The CRISPR/Cas9 prokaryotic adaptive immune system, and its swift repurposing for genome editing enables modification of any prespecified genomic sequence with unprecedented accuracy and efficiency, including targeted gene repair. We used the CRISPR/Cas9 system for targeted repair of patient-specific point mutations in the Cytochrome b-245 heavy chain gene (CYBB), whose inactivation causes chronic granulomatous disease (XCGD) - a life-threatening immunodeficiency disorder characterized by the inability of neutrophils and macrophages to produce microbicidal reactive oxygen species (ROS).

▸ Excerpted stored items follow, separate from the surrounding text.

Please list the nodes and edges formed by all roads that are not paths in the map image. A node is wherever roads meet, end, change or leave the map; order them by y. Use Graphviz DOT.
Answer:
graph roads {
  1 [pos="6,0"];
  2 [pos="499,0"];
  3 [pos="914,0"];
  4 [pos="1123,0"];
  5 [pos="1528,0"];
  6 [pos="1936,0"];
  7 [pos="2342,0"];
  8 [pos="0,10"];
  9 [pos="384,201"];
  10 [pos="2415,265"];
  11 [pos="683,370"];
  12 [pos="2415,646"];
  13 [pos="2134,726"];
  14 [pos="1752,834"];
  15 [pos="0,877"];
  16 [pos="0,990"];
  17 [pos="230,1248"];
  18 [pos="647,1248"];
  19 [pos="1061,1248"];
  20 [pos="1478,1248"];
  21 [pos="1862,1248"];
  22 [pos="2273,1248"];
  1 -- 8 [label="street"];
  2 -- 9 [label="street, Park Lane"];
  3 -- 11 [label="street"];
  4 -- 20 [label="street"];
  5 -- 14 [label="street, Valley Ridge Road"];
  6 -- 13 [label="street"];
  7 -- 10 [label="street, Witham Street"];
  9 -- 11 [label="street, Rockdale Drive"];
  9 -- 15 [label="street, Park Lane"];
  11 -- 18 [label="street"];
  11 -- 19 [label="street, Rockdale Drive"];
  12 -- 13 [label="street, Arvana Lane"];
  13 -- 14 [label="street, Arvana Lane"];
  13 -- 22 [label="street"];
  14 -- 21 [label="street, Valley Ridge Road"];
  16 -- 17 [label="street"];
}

We show that frameshift mutations can be effectively repaired in hematopoietic cells by non-integrating lentiviral vectors carrying RNA guided Cas9 endonucleases (RGNs). As about 25% of most inherited blood disorders are caused by frameshift mutations, our results suggest that up to a quarter of all patients suffering from monogenic blood disorders could benefit from gene therapy employing personalized, donor-template free RGNs.